Your goal:
Search the data below, and report every line in which "roads" occurs.

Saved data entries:
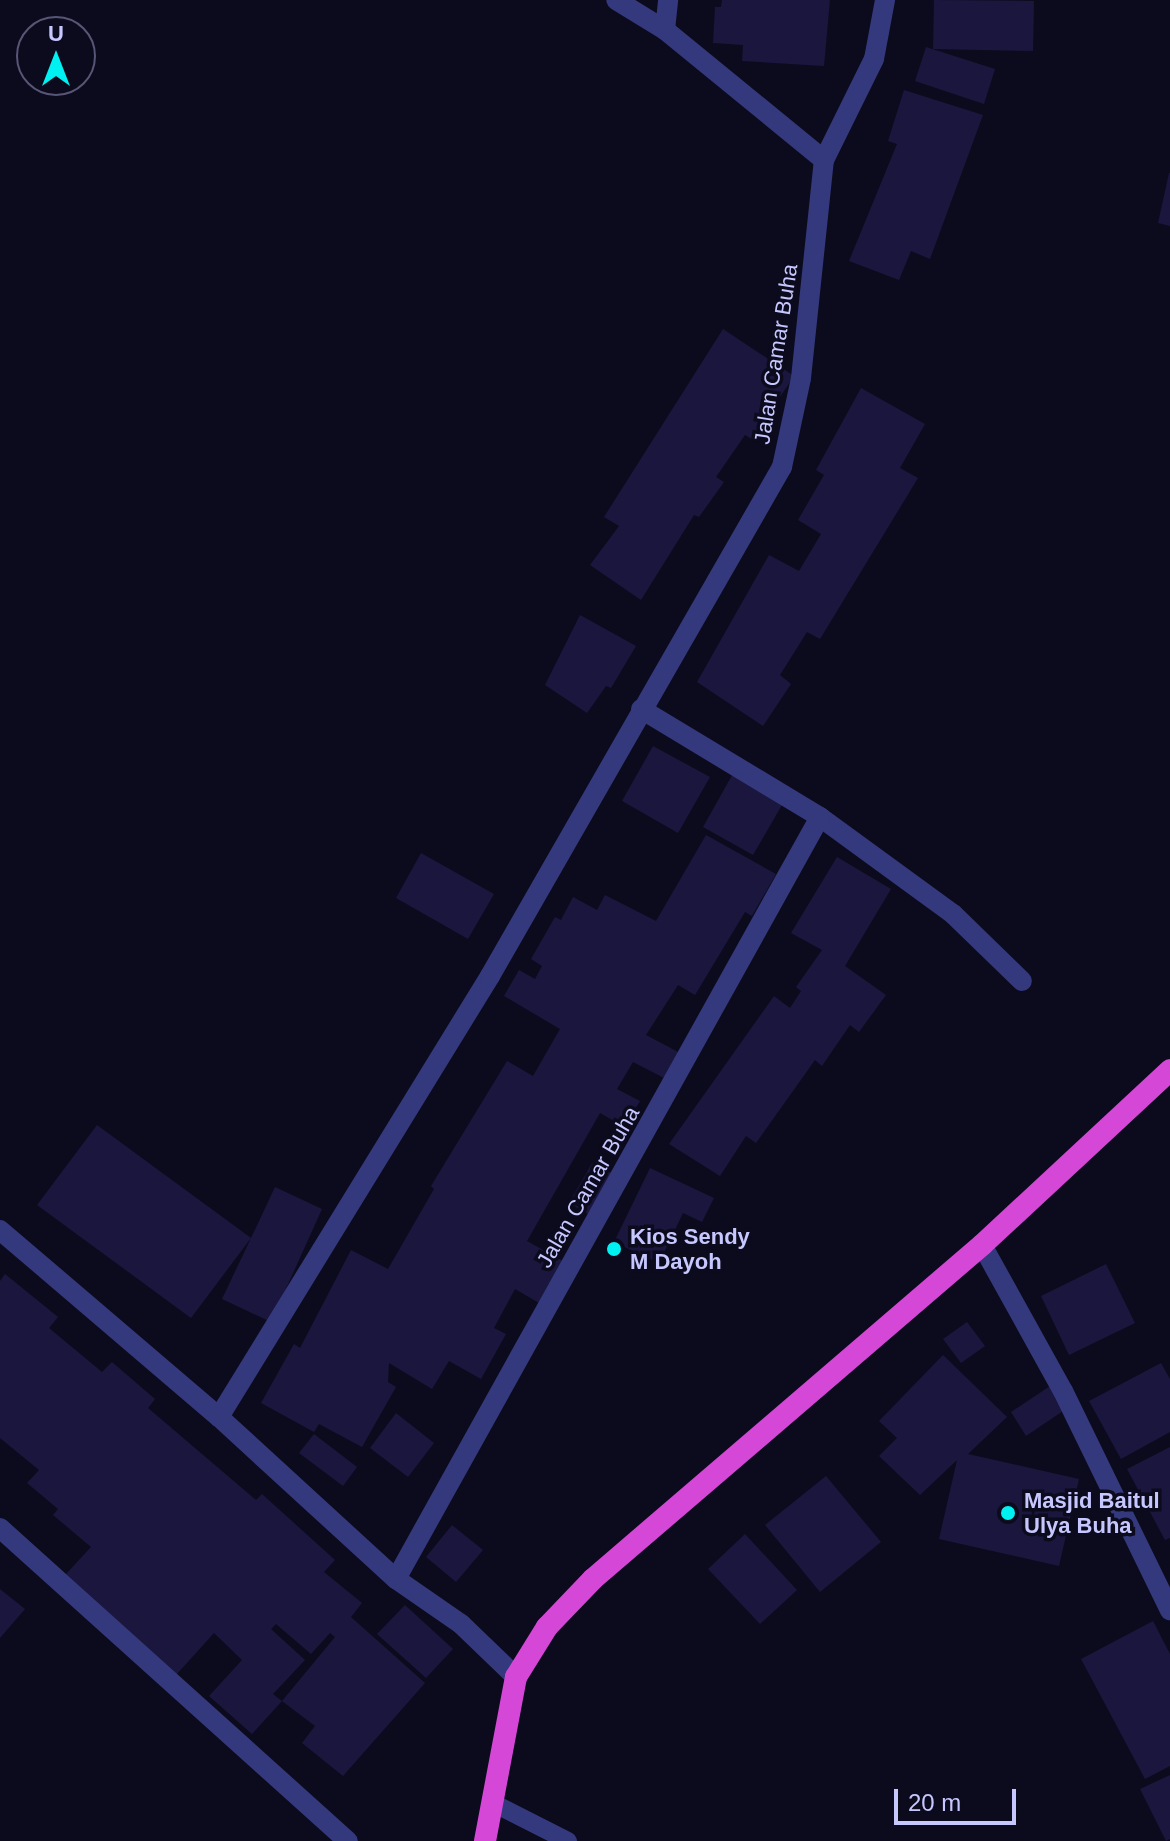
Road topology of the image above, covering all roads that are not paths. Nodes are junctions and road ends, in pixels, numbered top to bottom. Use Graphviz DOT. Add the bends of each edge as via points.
graph roads {
  1 [pos="616,0"];
  2 [pos="668,0"];
  3 [pos="885,0"];
  4 [pos="665,30"];
  5 [pos="824,160"];
  6 [pos="641,709"];
  7 [pos="820,817"];
  8 [pos="1022,981"];
  9 [pos="1170,1070"];
  10 [pos="0,1230"];
  11 [pos="982,1245"];
  12 [pos="219,1417"];
  13 [pos="0,1528"];
  14 [pos="396,1579"];
  15 [pos="1170,1610"];
  16 [pos="516,1677"];
  17 [pos="493,1803"];
  18 [pos="348,1841"];
  19 [pos="485,1841"];
  20 [pos="568,1841"];
  1 -- 4 [label="street"];
  2 -- 4 [label="street"];
  3 -- 5 [label="street, Jalan Camar Buha" via="874,59"];
  4 -- 5 [label="street"];
  5 -- 6 [label="street, Jalan Camar Buha" via="801,378 782,467"];
  6 -- 7 [label="street"];
  6 -- 12 [label="street, Jalan Camar Buha" via="490,976"];
  7 -- 8 [label="street" via="953,914"];
  7 -- 14 [label="street, Jalan Camar Buha"];
  9 -- 11 [label="highway"];
  10 -- 12 [label="street"];
  11 -- 15 [label="street" via="1063,1391"];
  11 -- 16 [label="highway" via="593,1579 547,1627"];
  12 -- 14 [label="street"];
  13 -- 18 [label="street"];
  14 -- 16 [label="street" via="461,1624"];
  16 -- 17 [label="highway"];
  17 -- 19 [label="highway"];
  17 -- 20 [label="lane"];
}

Reply:
Road topology of the image above, covering all roads that are not paths. Nodes are junctions and road ends, in pixels, numbered top to bottom. Use Graphviz DOT. Add the bends of each edge as via points.
graph roads {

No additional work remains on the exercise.